## EXERCISE DETAILS
Every line below that has the string "highway" needs to be copied.

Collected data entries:
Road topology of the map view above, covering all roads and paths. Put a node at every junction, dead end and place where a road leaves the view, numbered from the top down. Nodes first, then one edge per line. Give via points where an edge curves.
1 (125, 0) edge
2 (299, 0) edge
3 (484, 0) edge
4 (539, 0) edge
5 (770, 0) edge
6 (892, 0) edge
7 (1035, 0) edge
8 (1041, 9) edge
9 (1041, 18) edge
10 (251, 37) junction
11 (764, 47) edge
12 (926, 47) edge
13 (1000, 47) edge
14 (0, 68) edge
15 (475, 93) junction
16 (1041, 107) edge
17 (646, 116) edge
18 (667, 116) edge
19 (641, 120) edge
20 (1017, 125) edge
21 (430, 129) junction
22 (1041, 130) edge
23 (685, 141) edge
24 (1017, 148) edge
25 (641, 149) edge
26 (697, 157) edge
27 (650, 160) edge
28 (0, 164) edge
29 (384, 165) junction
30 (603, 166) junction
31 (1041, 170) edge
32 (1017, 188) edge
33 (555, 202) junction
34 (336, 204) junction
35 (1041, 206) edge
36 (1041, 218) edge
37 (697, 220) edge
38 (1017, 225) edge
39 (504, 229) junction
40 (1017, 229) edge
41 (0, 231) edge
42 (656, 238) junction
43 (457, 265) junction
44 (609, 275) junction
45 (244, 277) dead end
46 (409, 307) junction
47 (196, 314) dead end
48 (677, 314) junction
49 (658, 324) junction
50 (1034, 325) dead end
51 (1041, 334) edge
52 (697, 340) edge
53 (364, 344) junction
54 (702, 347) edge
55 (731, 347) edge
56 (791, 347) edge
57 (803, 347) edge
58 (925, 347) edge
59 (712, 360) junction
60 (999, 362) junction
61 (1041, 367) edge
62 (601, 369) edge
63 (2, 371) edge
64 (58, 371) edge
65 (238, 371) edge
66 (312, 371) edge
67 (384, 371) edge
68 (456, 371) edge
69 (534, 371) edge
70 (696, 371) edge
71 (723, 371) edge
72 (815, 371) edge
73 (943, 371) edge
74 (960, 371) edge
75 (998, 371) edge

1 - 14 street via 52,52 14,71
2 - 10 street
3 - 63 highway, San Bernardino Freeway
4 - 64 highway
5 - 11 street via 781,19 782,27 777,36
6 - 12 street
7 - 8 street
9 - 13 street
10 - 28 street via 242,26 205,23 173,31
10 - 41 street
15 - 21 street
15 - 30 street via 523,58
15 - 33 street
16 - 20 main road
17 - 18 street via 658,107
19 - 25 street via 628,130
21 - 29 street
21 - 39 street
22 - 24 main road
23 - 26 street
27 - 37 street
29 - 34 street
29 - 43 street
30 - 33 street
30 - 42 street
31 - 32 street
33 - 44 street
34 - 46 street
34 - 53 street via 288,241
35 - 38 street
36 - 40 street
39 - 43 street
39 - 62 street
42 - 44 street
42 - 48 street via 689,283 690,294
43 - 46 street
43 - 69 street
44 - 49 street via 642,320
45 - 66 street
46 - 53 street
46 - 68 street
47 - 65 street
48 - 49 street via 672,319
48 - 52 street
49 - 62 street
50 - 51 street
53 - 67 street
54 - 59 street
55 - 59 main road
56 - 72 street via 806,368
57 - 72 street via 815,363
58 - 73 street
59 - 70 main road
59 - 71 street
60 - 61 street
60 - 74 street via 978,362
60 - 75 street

## ANSWER TO THIS PROBLEM
3 - 63 highway, San Bernardino Freeway
4 - 64 highway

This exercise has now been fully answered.